• Records shown:
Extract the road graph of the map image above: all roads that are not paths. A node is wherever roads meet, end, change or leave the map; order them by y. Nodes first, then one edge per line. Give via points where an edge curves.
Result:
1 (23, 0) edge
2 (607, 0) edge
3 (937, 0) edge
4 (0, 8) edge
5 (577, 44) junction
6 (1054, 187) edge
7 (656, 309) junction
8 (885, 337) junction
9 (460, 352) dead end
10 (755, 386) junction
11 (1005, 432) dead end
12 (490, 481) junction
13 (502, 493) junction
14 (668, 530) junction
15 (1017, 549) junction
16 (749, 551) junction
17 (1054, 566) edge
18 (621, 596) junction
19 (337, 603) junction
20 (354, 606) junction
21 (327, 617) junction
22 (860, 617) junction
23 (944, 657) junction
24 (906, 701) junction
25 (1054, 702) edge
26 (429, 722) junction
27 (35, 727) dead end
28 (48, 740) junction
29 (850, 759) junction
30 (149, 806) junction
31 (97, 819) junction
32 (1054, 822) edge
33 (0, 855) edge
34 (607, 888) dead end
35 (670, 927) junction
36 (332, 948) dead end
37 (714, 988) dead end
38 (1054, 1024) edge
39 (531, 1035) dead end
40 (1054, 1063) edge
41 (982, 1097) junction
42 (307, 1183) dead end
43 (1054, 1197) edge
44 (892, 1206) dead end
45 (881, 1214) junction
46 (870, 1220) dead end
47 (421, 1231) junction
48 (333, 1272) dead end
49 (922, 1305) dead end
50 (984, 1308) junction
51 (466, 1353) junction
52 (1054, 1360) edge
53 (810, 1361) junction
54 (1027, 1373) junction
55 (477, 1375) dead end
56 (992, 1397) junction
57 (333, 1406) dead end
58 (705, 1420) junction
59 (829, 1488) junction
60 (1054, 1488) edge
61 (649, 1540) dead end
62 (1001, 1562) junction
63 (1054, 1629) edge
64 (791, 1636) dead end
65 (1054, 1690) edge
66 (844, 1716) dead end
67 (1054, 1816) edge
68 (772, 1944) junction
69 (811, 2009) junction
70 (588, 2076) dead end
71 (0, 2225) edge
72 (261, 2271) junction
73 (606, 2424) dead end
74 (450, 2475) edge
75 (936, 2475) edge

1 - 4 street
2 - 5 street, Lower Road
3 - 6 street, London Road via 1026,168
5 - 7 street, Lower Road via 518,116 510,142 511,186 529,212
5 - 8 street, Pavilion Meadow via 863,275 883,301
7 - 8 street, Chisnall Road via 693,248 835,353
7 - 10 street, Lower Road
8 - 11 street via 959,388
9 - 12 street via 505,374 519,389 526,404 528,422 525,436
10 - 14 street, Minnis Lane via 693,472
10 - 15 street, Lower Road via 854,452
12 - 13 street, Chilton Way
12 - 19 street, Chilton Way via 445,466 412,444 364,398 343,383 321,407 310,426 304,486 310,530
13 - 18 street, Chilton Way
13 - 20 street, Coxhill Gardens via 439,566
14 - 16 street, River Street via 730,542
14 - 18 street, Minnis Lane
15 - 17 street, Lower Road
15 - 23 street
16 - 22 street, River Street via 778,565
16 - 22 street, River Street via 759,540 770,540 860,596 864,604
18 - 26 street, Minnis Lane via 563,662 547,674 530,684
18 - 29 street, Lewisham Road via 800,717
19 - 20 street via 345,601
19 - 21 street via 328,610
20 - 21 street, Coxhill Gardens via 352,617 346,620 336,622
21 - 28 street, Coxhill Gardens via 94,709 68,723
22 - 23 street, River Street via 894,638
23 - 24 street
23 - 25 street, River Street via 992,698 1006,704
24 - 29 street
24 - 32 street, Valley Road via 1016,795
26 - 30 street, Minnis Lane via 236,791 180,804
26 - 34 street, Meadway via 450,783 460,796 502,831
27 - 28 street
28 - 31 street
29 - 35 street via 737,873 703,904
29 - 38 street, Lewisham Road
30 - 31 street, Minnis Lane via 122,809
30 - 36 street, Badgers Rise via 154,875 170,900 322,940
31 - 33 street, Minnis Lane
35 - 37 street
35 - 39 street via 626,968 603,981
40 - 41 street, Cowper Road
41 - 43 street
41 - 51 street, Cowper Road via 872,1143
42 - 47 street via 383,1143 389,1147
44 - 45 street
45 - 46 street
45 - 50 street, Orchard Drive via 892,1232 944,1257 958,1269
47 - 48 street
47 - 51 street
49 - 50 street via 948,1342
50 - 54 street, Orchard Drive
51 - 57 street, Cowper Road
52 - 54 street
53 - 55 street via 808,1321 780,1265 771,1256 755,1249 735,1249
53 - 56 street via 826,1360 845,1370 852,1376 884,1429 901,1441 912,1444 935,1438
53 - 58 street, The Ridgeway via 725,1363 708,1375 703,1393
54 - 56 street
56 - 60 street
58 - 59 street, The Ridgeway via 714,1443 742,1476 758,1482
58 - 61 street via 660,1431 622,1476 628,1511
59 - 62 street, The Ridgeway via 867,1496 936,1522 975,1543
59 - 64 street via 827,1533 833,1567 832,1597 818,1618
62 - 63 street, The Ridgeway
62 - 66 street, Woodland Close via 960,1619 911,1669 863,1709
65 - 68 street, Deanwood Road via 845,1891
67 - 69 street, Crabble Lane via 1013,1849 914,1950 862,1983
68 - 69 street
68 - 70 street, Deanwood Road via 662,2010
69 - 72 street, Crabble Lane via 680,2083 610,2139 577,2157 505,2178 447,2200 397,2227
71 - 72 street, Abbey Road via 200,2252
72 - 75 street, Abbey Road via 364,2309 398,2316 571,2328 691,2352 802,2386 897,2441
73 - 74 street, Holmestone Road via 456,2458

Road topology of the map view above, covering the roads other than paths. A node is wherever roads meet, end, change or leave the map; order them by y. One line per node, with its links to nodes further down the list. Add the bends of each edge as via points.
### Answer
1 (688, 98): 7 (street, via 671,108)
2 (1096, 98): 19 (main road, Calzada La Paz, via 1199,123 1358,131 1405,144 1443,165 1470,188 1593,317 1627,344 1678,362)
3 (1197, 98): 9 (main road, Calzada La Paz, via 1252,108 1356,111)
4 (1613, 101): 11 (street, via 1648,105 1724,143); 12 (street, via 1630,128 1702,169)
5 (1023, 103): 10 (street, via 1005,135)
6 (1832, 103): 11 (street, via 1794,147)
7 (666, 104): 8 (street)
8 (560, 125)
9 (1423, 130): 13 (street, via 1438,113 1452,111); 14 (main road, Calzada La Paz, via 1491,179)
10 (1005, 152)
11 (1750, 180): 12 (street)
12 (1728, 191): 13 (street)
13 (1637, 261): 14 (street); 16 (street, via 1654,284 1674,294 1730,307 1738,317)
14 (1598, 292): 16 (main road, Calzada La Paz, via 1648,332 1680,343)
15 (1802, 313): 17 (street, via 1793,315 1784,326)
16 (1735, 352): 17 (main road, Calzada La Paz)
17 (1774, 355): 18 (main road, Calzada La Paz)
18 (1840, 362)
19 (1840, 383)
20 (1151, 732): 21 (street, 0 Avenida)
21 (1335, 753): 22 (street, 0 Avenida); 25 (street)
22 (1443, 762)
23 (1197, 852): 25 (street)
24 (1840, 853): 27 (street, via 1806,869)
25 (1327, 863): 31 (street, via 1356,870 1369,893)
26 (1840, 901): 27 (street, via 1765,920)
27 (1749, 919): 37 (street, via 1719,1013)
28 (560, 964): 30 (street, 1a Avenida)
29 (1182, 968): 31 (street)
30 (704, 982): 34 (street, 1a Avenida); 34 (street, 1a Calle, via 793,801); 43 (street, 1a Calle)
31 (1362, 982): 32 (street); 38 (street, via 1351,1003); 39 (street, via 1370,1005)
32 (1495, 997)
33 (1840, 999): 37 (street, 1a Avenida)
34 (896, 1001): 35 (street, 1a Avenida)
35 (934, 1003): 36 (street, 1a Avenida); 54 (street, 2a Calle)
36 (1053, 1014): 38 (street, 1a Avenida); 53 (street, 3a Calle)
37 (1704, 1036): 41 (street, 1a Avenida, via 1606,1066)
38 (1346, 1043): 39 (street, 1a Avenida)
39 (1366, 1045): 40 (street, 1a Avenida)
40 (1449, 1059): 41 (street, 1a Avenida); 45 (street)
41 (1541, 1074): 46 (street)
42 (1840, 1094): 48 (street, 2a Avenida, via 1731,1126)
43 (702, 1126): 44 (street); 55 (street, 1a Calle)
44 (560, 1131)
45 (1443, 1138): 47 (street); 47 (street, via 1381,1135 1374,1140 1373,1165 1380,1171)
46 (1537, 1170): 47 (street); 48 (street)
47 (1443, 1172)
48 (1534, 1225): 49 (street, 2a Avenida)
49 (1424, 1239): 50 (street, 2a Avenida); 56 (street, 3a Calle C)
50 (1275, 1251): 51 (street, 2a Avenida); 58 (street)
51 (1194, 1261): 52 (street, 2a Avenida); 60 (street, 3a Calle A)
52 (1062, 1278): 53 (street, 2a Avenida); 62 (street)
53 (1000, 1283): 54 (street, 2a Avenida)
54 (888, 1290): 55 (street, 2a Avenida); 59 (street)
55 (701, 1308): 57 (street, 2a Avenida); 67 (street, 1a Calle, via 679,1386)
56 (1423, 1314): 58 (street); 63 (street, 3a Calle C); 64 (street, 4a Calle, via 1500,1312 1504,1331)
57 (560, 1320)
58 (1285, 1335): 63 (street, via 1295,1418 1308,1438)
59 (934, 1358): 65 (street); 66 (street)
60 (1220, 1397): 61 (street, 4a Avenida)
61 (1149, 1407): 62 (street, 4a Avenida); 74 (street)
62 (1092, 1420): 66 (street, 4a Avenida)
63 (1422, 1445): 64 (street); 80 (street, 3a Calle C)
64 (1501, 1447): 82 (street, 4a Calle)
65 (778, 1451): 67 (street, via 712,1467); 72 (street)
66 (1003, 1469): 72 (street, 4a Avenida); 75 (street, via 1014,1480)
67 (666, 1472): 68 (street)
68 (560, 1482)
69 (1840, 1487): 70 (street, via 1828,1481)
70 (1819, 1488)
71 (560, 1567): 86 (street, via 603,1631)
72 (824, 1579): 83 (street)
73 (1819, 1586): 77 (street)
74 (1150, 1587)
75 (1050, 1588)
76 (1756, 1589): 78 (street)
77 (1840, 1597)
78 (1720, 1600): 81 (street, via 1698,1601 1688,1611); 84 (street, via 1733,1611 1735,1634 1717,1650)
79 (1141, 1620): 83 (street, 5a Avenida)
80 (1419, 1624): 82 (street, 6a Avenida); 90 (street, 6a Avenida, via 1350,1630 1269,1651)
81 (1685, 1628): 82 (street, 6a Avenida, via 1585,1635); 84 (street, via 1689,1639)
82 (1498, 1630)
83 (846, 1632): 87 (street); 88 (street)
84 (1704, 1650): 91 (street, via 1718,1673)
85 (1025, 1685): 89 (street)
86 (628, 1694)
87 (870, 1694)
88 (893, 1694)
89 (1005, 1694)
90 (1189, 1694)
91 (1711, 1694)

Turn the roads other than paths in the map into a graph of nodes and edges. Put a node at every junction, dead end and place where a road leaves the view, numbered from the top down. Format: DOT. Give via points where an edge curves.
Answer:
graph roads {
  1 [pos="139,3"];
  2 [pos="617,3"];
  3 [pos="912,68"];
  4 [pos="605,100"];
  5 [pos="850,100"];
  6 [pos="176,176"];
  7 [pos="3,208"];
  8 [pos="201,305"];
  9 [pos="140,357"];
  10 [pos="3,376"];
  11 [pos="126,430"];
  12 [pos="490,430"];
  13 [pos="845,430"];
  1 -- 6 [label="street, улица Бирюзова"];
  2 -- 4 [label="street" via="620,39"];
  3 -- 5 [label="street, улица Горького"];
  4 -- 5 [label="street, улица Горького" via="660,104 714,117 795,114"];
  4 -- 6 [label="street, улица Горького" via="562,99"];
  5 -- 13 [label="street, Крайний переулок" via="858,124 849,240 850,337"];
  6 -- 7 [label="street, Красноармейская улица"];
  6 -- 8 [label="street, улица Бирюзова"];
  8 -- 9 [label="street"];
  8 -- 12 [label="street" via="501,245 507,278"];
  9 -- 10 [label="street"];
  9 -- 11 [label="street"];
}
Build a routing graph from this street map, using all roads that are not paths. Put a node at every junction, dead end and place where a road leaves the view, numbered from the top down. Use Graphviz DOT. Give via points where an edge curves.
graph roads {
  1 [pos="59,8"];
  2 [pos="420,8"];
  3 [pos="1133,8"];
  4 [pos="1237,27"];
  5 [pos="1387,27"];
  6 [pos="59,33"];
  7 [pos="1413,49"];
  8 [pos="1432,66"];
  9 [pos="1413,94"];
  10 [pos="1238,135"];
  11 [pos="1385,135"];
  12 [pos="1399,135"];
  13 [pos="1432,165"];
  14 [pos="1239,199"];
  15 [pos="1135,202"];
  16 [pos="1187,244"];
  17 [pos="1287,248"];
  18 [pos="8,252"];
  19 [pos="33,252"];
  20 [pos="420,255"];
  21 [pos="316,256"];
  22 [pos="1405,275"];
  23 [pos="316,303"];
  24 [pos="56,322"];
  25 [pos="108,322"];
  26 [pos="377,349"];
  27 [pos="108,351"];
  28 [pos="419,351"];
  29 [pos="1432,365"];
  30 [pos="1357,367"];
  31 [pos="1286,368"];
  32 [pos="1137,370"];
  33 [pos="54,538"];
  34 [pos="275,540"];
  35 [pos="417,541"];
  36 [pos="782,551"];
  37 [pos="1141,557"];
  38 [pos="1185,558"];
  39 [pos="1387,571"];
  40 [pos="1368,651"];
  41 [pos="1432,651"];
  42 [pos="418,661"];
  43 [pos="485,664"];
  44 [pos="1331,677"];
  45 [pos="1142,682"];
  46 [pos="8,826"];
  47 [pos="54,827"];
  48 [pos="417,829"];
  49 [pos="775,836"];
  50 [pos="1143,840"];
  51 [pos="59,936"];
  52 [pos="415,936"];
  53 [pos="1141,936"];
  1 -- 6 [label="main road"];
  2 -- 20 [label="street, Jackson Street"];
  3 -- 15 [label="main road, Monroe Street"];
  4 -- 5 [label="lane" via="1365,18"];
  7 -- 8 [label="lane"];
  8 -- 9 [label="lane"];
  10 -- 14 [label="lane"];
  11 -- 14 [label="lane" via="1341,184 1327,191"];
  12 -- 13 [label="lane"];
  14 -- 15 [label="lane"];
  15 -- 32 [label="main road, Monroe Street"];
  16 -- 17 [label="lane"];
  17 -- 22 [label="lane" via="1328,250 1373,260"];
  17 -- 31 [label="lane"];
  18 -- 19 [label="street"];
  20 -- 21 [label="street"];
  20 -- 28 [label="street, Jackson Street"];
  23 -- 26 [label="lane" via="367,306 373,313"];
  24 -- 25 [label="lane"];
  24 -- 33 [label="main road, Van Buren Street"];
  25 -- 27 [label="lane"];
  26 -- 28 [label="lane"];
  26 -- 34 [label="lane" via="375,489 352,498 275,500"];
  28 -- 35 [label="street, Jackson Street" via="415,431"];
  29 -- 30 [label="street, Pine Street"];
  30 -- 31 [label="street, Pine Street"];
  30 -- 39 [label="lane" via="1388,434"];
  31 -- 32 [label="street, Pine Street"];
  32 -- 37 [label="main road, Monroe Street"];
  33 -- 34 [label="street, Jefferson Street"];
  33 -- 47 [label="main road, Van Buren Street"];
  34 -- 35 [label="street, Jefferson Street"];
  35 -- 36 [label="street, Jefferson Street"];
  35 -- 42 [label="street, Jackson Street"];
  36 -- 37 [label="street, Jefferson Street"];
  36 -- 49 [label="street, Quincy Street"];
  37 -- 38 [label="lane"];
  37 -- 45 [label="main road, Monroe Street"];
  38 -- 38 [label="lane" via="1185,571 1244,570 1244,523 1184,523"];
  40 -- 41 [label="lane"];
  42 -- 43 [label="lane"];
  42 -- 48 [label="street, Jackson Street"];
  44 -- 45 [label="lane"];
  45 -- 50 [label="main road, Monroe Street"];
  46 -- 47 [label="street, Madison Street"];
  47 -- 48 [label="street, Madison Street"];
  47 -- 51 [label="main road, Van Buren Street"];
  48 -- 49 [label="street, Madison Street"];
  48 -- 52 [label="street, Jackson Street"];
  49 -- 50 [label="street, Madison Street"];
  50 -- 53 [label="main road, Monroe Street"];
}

• Instructions for the task:
Scan the records for the word "every", and copy each line where it is found.

• Answer below:
Turn the roads other than paths in the map into a graph of nodes and edges. Put a node at every junction, dead end and place where a road leaves the view, numbered from the top down. Format: DOT. Give via points where an edge curves.
Build a routing graph from this street map, using all roads that are not paths. Put a node at every junction, dead end and place where a road leaves the view, numbered from the top down. Use Graphviz DOT. Give via points where an edge curves.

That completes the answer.